Thursday, February 12, 2009

Implicit Networks Sued by Sun

It's been a bad month for local patent licensing company, Implicit Networks. Its case against Intel, Sun, Real, and AMD was stayed in view of reexamination, and now, it has been DJed (pronounced "dee-jay-ed," yes, it can be a verb, meaning "to sue for a declaratory judgment") by Sun.

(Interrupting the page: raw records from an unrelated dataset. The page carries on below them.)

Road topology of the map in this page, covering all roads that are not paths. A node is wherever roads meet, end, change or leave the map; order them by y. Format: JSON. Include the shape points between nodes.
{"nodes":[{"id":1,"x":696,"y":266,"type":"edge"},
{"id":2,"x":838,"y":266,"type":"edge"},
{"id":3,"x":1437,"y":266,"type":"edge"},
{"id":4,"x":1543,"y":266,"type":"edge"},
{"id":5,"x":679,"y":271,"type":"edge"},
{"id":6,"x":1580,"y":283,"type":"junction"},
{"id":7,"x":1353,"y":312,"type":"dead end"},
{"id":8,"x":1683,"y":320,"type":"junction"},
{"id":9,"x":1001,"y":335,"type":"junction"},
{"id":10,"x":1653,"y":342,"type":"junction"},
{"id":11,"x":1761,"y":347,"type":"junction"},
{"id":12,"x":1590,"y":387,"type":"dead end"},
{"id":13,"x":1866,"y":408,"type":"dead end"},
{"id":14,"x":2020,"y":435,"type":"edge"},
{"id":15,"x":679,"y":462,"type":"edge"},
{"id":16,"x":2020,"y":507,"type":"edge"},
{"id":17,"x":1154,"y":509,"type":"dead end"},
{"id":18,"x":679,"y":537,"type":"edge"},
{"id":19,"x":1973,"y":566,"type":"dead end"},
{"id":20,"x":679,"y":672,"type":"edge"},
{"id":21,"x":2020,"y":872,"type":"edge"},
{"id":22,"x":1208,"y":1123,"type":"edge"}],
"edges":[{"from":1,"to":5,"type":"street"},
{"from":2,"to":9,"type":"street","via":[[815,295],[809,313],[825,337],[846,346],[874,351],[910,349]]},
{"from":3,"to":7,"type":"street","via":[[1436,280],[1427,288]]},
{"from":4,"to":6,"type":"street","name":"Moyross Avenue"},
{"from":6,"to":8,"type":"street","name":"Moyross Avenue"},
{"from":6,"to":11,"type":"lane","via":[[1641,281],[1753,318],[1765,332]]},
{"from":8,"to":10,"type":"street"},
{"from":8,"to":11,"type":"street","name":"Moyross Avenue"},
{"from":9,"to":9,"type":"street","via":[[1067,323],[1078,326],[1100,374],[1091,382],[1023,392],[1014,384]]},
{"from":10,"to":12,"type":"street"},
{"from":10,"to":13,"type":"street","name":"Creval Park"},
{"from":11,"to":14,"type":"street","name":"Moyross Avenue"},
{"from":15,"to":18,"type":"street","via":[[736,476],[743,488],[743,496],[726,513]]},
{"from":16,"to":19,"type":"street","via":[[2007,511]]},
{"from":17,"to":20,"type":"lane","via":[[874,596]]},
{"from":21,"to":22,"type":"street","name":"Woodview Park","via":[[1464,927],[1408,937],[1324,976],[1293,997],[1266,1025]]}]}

Sun filed a complaint on January 15, 2009, asking for an order invalidating US Patent Nos. 6,324,685 and 6,976,248, and further asking for an order of noninfringement and unenforceability (apparently based on laches and equitable estoppel, not inequitable conduct). Both patents-in-suit relate to software methods for providing applets and enhanced security features for computer-servers. The complaint was filed in the USDC, Northern District of California by Fish and Richardson. The complaint contains some interesting allegations of personal jurisdiction over Implicit Networks (a small Seattle-based company with few contacts, if any, in California), and incorrectly refers to a related case involving these patents (filed against Adobe, IBM, Oracle, and SAP) as filed in the "Middle Western District of Washington." Implicit's WDWA case against IBM, Oracle, Adobe, and SAP involves Infringement allegations targeting IBM's Websphere Application Server, Oracle's Application Server and BEA WebLogic Server, SAP's NetWeaver and Adobe's JRun and ColdFusion products.